# Invaluable but funny parenting advice!



## Nibblenic

Whats your funniest parentings tip for toddlers

Here is mine...

Your toddler has a serious looking rash, before you break out that glass tumbler LICK IT it will more that likely taste of jam! :haha:


----------



## aimee-lou

If everything goes quiet, they're not dead, they're doing something they shouldn't!! :haha:


----------



## Eala

If you hear "oops", it's already too late...


----------



## KarrierBag

Before you think you've discovered a birthmark on the top of LO's forehead, scratch it - it's probably leftover breakfast that missed the wetwipe!

xx


----------



## Lyndz

Give up on polishing for the next couple of years. Garenteed your hard work will shine for about 1 minute before it gets sticky finger prints on!


----------



## Kimboowee

Don't do your make up infront of them - EVER. Even boys - my 22 mon old knows how to apply lipgloss and mascara from the state I found him in yesterday


----------



## amie-leigh

it doesn't matter how well you hide things a toddler will find them 
as shown by morgan yesterday when she found my family size bar of galaxy and opened it and started eating it while i went for a pee :dohh:


----------



## flubdub

Dont buy chocolate Christmas Tree decorations. Not only will your LO pull all of the chocolate _off_ - they will pull your tree over in the process.


----------



## Eala

To a toddler, nothing is too disgusting to try and put it in their mouths...


----------



## future_numan

A clean diaper is a natural laxitive to a young toddler


----------



## MotherBeth

Just teasing here, but it's one older people have said to me a lot --

"There's hardly anything a little whiskey in the bottle won't fix!" :haha:


----------



## flubdub

future_numan said:


> A clean diaper is a natural laxitive to a young toddler

:rofl:


----------



## candyfloss

Don't teach your toddler how to turn the bathroom light off, sitting having a wee and having them run in, turn the light off then cry as it's suddenly dark isn't the most relaxing way to start the day!
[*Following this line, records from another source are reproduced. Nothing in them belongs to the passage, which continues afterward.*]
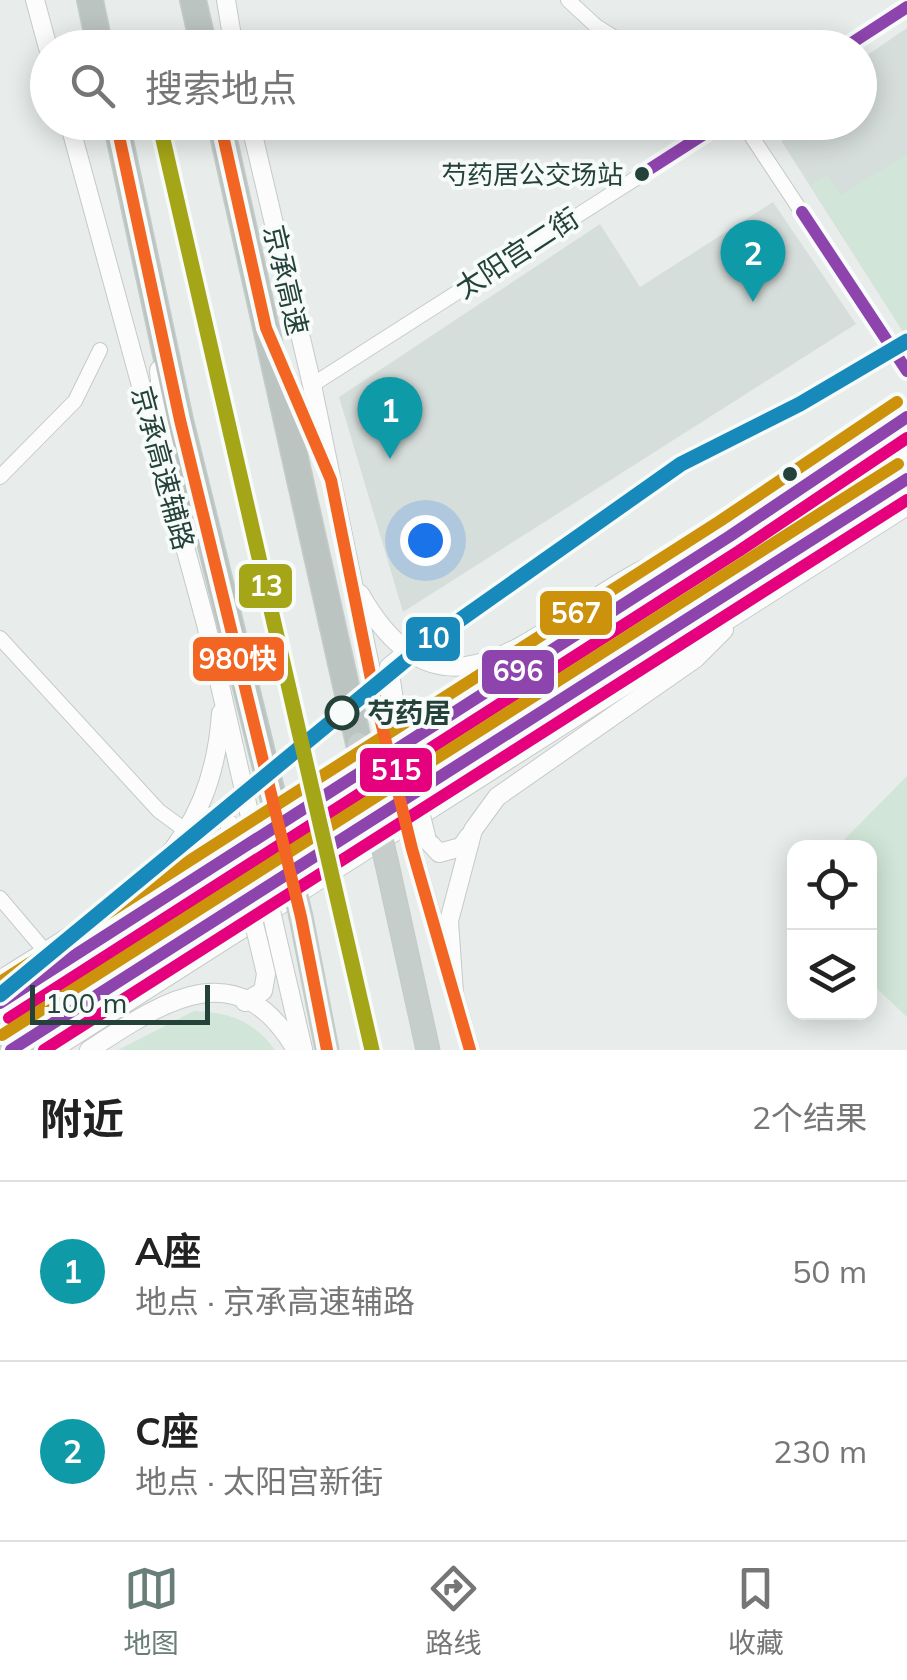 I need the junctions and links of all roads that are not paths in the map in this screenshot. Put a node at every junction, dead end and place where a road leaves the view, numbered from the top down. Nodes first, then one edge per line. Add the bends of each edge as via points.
1 (35, 0) edge
2 (90, 0) edge
3 (193, 0) edge
4 (226, 0) edge
5 (568, 0) edge
6 (907, 6) edge
7 (43, 30) edge
8 (96, 30) edge
9 (200, 30) edge
10 (231, 30) edge
11 (602, 30) edge
12 (870, 30) edge
13 (73, 140) edge
14 (120, 140) edge
15 (224, 140) edge
16 (254, 140) edge
17 (692, 140) edge
18 (754, 140) edge
19 (153, 294) junction
20 (266, 328) junction
21 (100, 350) dead end
22 (907, 371) edge
23 (312, 385) junction
24 (907, 418) edge
25 (907, 447) edge
26 (0, 477) edge
27 (331, 480) junction
28 (906, 480) edge
29 (170, 496) junction
30 (906, 509) edge
31 (730, 536) junction
32 (353, 582) junction
33 (750, 603) junction
34 (0, 638) edge
35 (406, 653) junction
36 (222, 692) junction
37 (390, 725) junction
38 (359, 744) joint
39 (273, 797) joint
40 (329, 807) junction
41 (185, 829) junction
42 (473, 830) junction
43 (419, 844) junction
44 (339, 854) junction
45 (0, 898) edge
46 (44, 952) junction
47 (0, 980) edge
48 (454, 993) junction
49 (245, 1002) junction
50 (0, 1004) edge
51 (0, 1030) edge
52 (12, 1050) edge
53 (52, 1050) edge
54 (89, 1050) edge
55 (299, 1050) edge
56 (327, 1050) edge
57 (428, 1050) edge
58 (470, 1050) edge

1 - 7 street
2 - 8 highway
3 - 9 highway
4 - 10 street
5 - 11 street
6 - 12 street
13 - 29 street, 京承高速辅路
14 - 19 highway
15 - 20 highway, 京承高速
16 - 23 street
17 - 23 street, 太阳宫二街
18 - 22 street
19 - 29 street
19 - 39 highway
20 - 27 street
20 - 38 highway, 京承高速
21 - 26 street via 76,401
23 - 27 street
24 - 31 street
25 - 40 main road
27 - 32 street
28 - 30 street
28 - 44 main road
29 - 36 street, 京承高速辅路
30 - 33 street
31 - 35 street via 642,570 481,665 456,668
31 - 40 street
32 - 35 street via 386,636
32 - 37 street
33 - 42 street via 696,658 497,797
33 - 44 street
34 - 41 street via 159,811
35 - 37 street via 388,667
36 - 41 street via 210,778
36 - 55 street, 京承高速辅路, bridge
37 - 43 street, bridge
38 - 57 highway, bridge
39 - 56 highway, bridge
40 - 50 street
40 - 51 main road
41 - 46 street via 134,894
41 - 49 street, bridge via 212,816 229,824 266,982
42 - 43 street via 450,852
42 - 48 street via 449,920
43 - 48 street
44 - 52 main road
44 - 53 street
45 - 46 street
46 - 47 street
48 - 58 street
49 - 54 street via 185,994
49 - 55 street via 275,1021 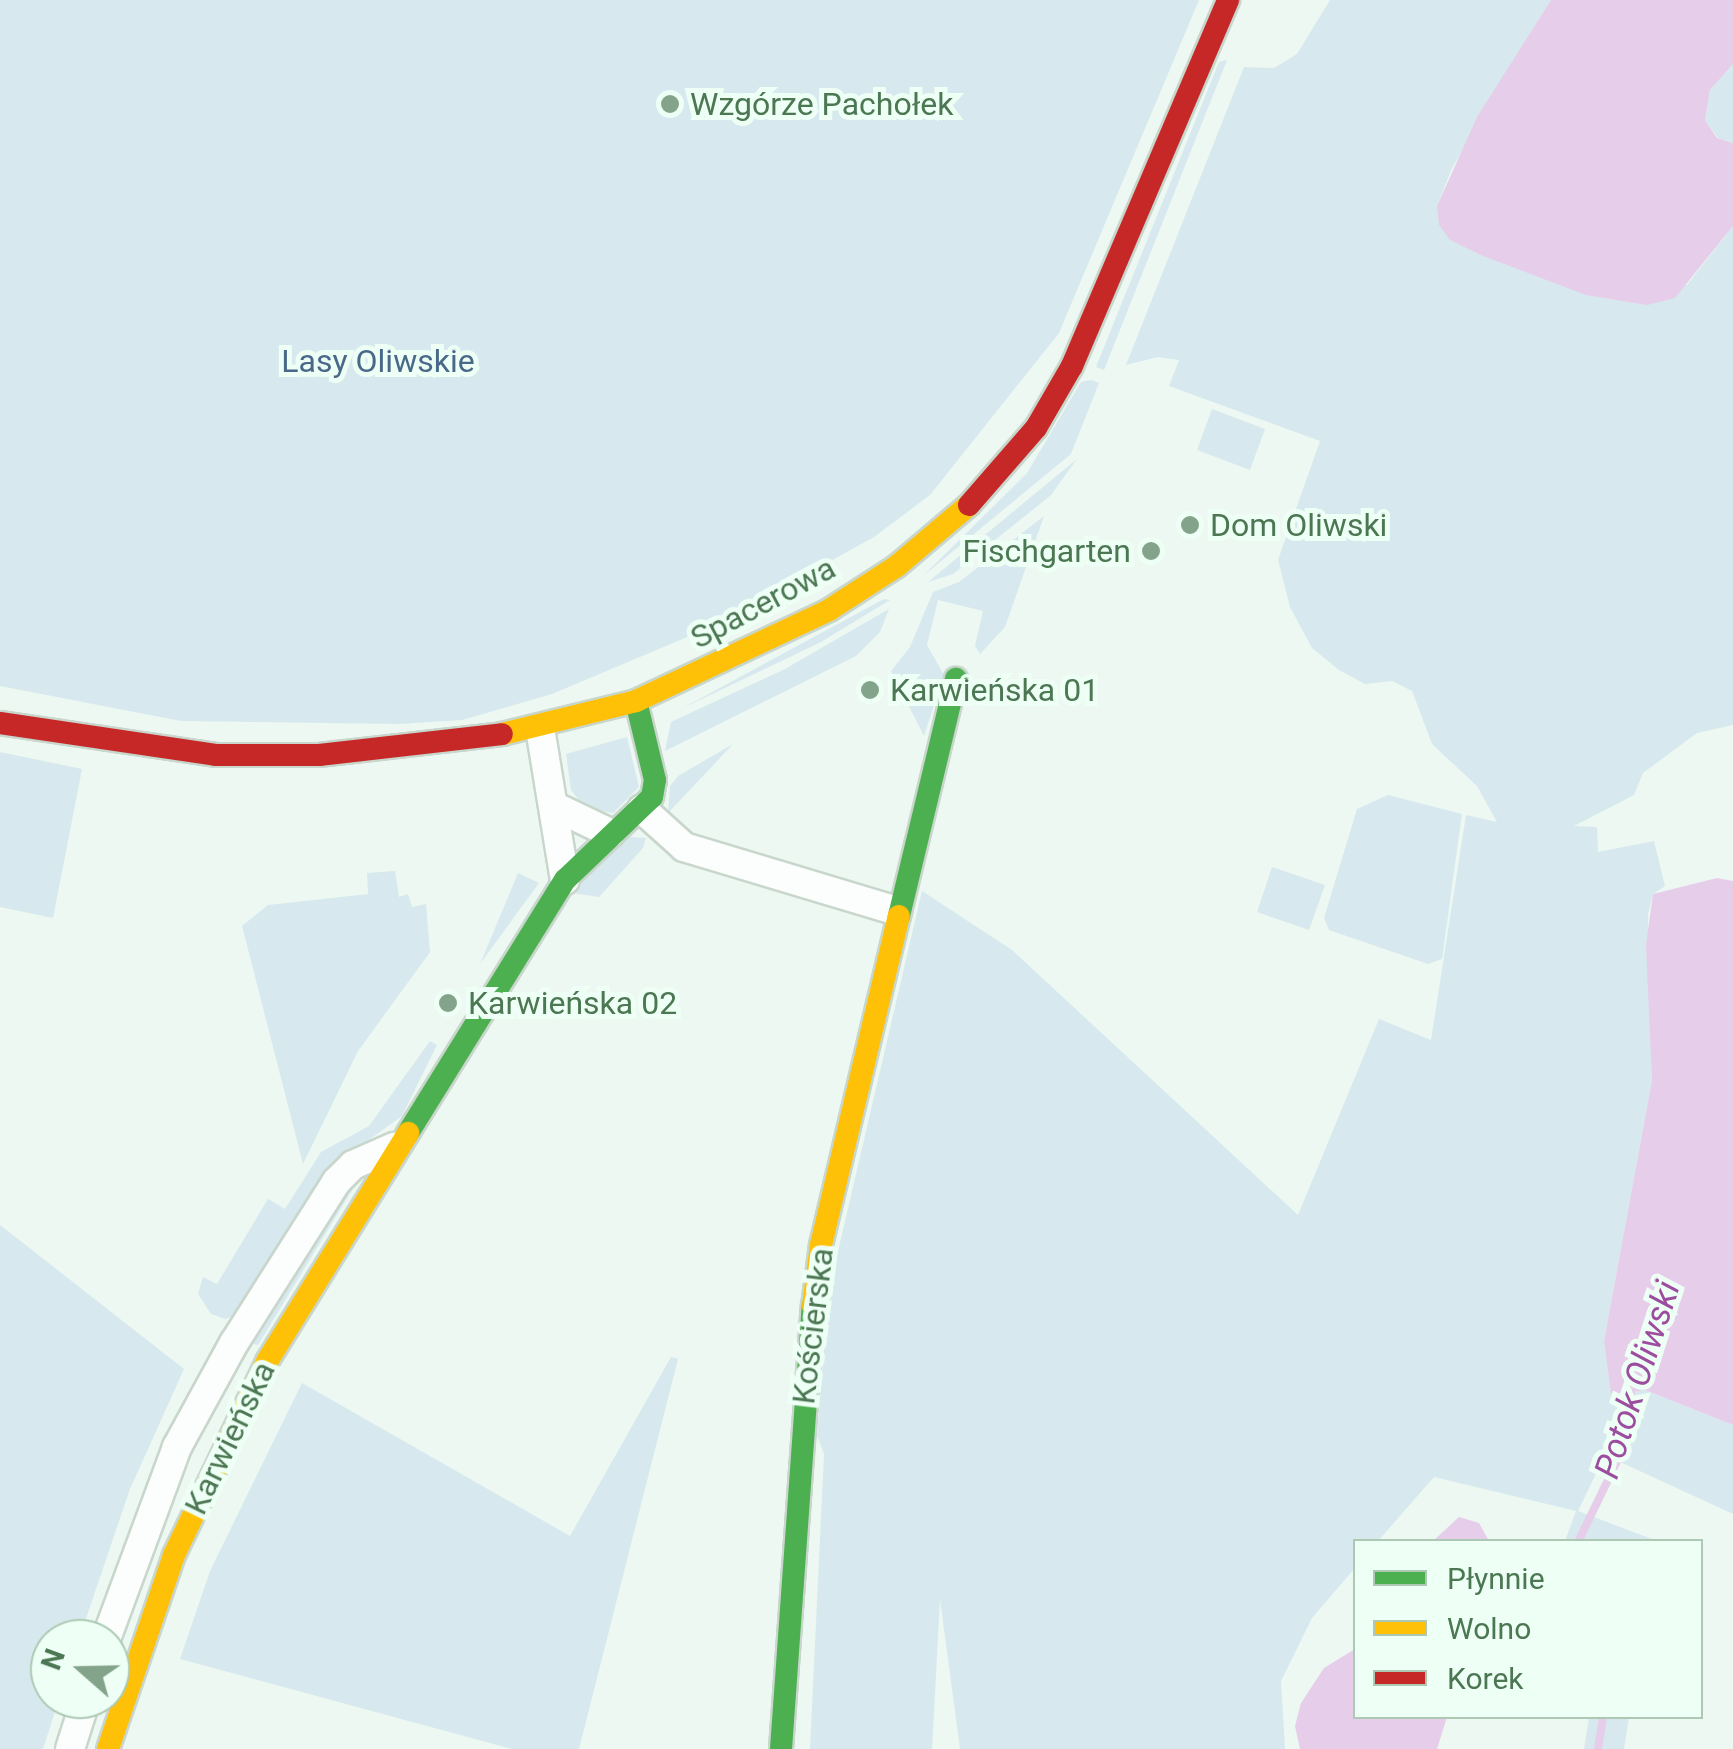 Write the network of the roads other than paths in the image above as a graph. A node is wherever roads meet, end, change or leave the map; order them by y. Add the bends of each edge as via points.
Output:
1 (1228, 0) edge
2 (956, 680) dead end
3 (636, 700) junction
4 (0, 724) edge
5 (540, 728) junction
6 (558, 808) junction
7 (642, 809) junction
8 (610, 833) junction
9 (565, 880) junction
10 (898, 911) junction
11 (394, 1147) junction
12 (113, 1619) edge
13 (80, 1719) edge
14 (70, 1749) edge
15 (108, 1749) edge
16 (782, 1749) edge

1 - 3 street, Spacerowa via 1072,366 1011,462 964,511 856,592
2 - 10 street, Kościerska
3 - 5 street, Spacerowa
3 - 7 street via 656,780
4 - 5 street, Spacerowa via 170,753 286,756
5 - 6 street
6 - 8 street
6 - 9 street
7 - 8 street, Karwieńska
7 - 10 street via 684,847
8 - 9 street, Karwieńska
9 - 11 street, Karwieńska
10 - 16 street, Kościerska via 813,1299
11 - 12 street, Karwieńska via 354,1165 336,1182 234,1342 177,1447
11 - 15 street, Karwieńska via 268,1360 210,1474 140,1644
13 - 14 street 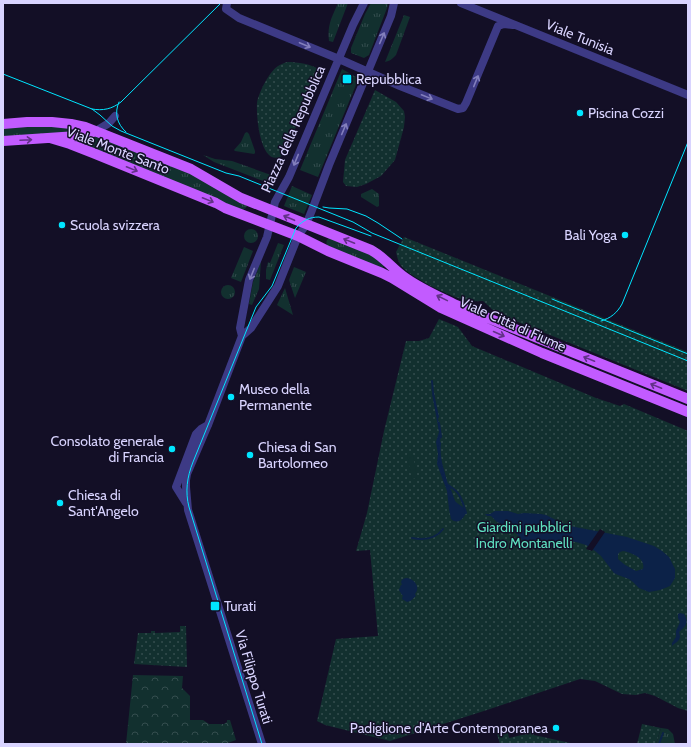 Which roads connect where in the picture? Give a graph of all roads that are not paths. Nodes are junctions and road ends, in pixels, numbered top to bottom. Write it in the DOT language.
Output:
graph roads {
  1 [pos="364,3"];
  2 [pos="394,3"];
  3 [pos="462,3"];
  4 [pos="227,6"];
  5 [pos="513,25"];
  6 [pos="339,59"];
  7 [pos="368,72"];
  8 [pos="688,95"];
  9 [pos="114,116"];
  10 [pos="3,124"];
  11 [pos="96,131"];
  12 [pos="50,138"];
  13 [pos="3,141"];
  14 [pos="180,164"];
  15 [pos="246,200"];
  16 [pos="272,211"];
  17 [pos="240,214"];
  18 [pos="270,225"];
  19 [pos="306,225"];
  20 [pos="298,236"];
  21 [pos="401,279"];
  22 [pos="242,336"];
  23 [pos="688,399"];
  24 [pos="688,412"];
  25 [pos="208,425"];
  26 [pos="187,506"];
  27 [pos="262,744"];
  1 -- 6 [label="street, Piazza della Repubblica"];
  7 -- 2 [label="street, one-way"];
  3 -- 5 [label="street, Viale Tunisia"];
  4 -- 6 [label="street, Piazza della Repubblica, one-way"];
  7 -- 5 [label="street, Piazza della Repubblica, one-way"];
  5 -- 8 [label="street, Viale Tunisia"];
  6 -- 7 [label="street, Piazza della Repubblica"];
  6 -- 16 [label="street, Piazza della Repubblica, one-way"];
  19 -- 7 [label="street, one-way"];
  9 -- 11 [label="street"];
  10 -- 11 [label="main road, Viale Monte Santo"];
  11 -- 12 [label="main road"];
  11 -- 14 [label="main road, Viale Monte Santo"];
  13 -- 12 [label="main road, one-way"];
  12 -- 17 [label="main road, Viale Monte Santo, one-way"];
  14 -- 15 [label="main road, Piazza della Repubblica"];
  15 -- 16 [label="main road, Piazza della Repubblica"];
  15 -- 17 [label="main road"];
  16 -- 18 [label="street, Piazza della Repubblica"];
  19 -- 16 [label="main road, Piazza della Repubblica, one-way"];
  17 -- 18 [label="main road"];
  18 -- 20 [label="main road"];
  18 -- 22 [label="street, Piazza della Repubblica, one-way"];
  19 -- 20 [label="street"];
  21 -- 19 [label="main road, Piazza della Repubblica, one-way"];
  20 -- 21 [label="main road"];
  20 -- 22 [label="street"];
  23 -- 21 [label="main road, Viale Città di Fiume, one-way"];
  21 -- 24 [label="main road, Viale Città di Fiume, one-way"];
  22 -- 25 [label="street"];
  25 -- 26 [label="street"];
  25 -- 26 [label="street, Via Filippo Turati"];
  26 -- 27 [label="street, Via Filippo Turati"];
}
And be prepared that while they're learning to speak, a lot of their words will sound rude, for example..... Tasty = tittie! Beach = b*tch! And several others......!!!


----------



## lepaskilf

Resign to the fact that you will always leave the house late and with food smeared on your back and you haven't noticed!


----------



## wannabewillow

If you give them nappy free time and they don't poo/wee in the half hour it's off for, check behind the sofa!


----------



## mommy2lilmen

Kimboowee said:


> Don't do your make up infront of them - EVER. Even boys - my 22 mon old knows how to apply lipgloss and mascara from the state I found him in yesterday

:haha:


----------



## moomoo

Eating bum cream with a toothbrush is the best thing ever!

Nothing is too good to be put in the bath, we've had a flip flop, door stop, coat hangers, bin lid, daddys phone! Lol


----------



## candyfloss

moomoo said:


> Nothing is too good to be put in the bath, we've had a flip flop, door stop, coat hangers, bin lid, daddys phone! Lol


Lol, William now runs asking 'bath?' with whatever it is he wants to put in, we've had all sorts in there too though.....including a big soft elephant toy, books and even his wooden abacas!


----------



## Serene123

candyfloss said:


> Don't teach your toddler how to turn the bathroom light off, sitting having a wee and having them run in, turn the light off then cry as it's suddenly dark isn't the most relaxing way to start the day!
> 
> And be prepared that while they're learning to speak, a lot of their words will sound rude, for example..... Tasty = tittie! Beach = b*tch! And several others......!!!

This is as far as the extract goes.